_AIM OF THE TASK_.
Give back exactly the stretch of data below from the line holding "cairo_arc(cr, x + w - r, y + h" through the line holding "cairo_set_source_rgba(cr, 0, 0, 0, alpha", both ends included, and leave the remaining lines out.

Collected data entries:
|---|
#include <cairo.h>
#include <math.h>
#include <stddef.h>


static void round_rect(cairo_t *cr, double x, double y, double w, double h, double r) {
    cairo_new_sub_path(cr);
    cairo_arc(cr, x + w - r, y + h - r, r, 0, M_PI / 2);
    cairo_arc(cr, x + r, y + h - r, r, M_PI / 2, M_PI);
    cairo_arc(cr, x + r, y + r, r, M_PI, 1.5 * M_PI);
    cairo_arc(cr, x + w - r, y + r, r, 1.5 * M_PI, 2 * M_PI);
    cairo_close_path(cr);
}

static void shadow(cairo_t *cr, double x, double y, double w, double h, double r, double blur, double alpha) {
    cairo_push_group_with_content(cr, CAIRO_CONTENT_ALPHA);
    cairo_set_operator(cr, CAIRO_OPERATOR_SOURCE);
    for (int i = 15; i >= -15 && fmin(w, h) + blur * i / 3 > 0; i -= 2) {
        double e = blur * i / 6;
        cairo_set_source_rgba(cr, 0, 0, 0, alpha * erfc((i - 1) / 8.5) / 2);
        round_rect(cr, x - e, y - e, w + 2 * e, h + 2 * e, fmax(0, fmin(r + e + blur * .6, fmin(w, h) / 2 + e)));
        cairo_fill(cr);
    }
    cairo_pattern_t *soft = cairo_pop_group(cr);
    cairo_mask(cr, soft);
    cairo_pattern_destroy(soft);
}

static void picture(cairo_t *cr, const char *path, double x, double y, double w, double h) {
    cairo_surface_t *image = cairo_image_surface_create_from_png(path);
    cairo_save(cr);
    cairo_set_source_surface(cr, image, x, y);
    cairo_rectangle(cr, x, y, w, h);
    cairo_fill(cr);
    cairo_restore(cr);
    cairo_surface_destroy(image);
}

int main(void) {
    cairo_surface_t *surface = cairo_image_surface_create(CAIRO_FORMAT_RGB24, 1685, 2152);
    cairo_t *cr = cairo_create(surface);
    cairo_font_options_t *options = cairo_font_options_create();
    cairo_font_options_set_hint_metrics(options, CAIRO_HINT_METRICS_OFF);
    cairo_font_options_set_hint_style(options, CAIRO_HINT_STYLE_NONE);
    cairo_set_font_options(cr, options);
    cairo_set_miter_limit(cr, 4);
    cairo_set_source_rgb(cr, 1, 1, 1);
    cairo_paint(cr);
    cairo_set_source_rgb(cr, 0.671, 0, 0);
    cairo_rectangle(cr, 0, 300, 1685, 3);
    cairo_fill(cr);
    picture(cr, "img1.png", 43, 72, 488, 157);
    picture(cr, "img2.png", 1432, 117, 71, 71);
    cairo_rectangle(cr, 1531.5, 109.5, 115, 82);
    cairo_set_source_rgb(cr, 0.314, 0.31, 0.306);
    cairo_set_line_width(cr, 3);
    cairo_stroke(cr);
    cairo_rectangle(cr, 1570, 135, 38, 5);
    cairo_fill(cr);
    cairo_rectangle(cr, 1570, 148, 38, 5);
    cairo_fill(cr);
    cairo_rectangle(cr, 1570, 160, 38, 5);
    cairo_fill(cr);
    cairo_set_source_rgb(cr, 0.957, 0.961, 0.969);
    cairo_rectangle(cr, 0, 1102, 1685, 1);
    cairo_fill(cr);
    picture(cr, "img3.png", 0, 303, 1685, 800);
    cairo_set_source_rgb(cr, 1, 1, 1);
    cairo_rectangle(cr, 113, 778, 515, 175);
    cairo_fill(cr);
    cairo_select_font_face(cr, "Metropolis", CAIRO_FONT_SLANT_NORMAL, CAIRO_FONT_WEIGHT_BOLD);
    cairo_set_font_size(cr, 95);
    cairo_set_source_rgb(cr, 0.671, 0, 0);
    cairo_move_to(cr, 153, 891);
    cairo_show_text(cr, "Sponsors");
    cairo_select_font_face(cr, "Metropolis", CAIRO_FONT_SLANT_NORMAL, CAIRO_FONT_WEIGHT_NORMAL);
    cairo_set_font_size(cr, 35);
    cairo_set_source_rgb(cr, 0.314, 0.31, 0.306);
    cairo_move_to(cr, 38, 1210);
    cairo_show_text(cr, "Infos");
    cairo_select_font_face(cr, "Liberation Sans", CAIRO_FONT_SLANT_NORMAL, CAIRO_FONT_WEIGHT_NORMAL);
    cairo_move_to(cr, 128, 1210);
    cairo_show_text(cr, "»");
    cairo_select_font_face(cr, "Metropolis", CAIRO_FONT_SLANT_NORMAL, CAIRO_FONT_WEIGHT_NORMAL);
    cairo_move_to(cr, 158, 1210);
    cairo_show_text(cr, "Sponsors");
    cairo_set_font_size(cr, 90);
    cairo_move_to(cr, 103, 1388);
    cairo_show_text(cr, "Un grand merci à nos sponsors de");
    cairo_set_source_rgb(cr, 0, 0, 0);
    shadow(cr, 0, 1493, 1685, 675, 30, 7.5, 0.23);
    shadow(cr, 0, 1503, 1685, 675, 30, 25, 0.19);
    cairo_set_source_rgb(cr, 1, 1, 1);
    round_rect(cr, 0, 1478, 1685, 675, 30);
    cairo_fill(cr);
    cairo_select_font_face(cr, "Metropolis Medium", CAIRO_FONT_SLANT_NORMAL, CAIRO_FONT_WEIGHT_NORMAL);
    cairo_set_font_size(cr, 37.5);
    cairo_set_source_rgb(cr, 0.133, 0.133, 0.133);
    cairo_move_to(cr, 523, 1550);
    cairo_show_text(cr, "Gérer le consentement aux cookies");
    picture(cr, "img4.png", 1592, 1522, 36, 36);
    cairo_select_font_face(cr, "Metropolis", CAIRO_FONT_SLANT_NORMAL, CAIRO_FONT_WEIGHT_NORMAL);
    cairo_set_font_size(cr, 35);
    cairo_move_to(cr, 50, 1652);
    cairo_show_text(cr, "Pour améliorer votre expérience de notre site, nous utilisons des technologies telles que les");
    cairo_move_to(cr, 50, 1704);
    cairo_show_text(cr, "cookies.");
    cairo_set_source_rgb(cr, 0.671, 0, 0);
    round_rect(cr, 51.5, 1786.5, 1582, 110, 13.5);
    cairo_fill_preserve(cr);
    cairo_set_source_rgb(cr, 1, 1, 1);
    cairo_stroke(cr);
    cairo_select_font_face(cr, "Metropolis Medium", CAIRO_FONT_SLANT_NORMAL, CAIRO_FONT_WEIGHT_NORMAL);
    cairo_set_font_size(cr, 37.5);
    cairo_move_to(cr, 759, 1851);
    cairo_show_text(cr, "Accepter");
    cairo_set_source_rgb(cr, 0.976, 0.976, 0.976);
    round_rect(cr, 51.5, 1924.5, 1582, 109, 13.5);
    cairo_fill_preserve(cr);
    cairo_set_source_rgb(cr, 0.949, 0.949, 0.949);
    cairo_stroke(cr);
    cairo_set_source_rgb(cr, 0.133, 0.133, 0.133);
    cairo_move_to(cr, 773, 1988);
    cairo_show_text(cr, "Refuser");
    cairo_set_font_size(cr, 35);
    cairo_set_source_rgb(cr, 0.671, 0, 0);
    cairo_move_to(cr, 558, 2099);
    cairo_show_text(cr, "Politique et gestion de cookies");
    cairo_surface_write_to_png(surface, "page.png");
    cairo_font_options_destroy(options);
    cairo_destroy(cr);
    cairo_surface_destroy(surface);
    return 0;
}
|---|
_RESPONSE TO THE EXERCISE_.
    cairo_arc(cr, x + w - r, y + h - r, r, 0, M_PI / 2);
    cairo_arc(cr, x + r, y + h - r, r, M_PI / 2, M_PI);
    cairo_arc(cr, x + r, y + r, r, M_PI, 1.5 * M_PI);
    cairo_arc(cr, x + w - r, y + r, r, 1.5 * M_PI, 2 * M_PI);
    cairo_close_path(cr);
}

static void shadow(cairo_t *cr, double x, double y, double w, double h, double r, double blur, double alpha) {
    cairo_push_group_with_content(cr, CAIRO_CONTENT_ALPHA);
    cairo_set_operator(cr, CAIRO_OPERATOR_SOURCE);
    for (int i = 15; i >= -15 && fmin(w, h) + blur * i / 3 > 0; i -= 2) {
        double e = blur * i / 6;
        cairo_set_source_rgba(cr, 0, 0, 0, alpha * erfc((i - 1) / 8.5) / 2);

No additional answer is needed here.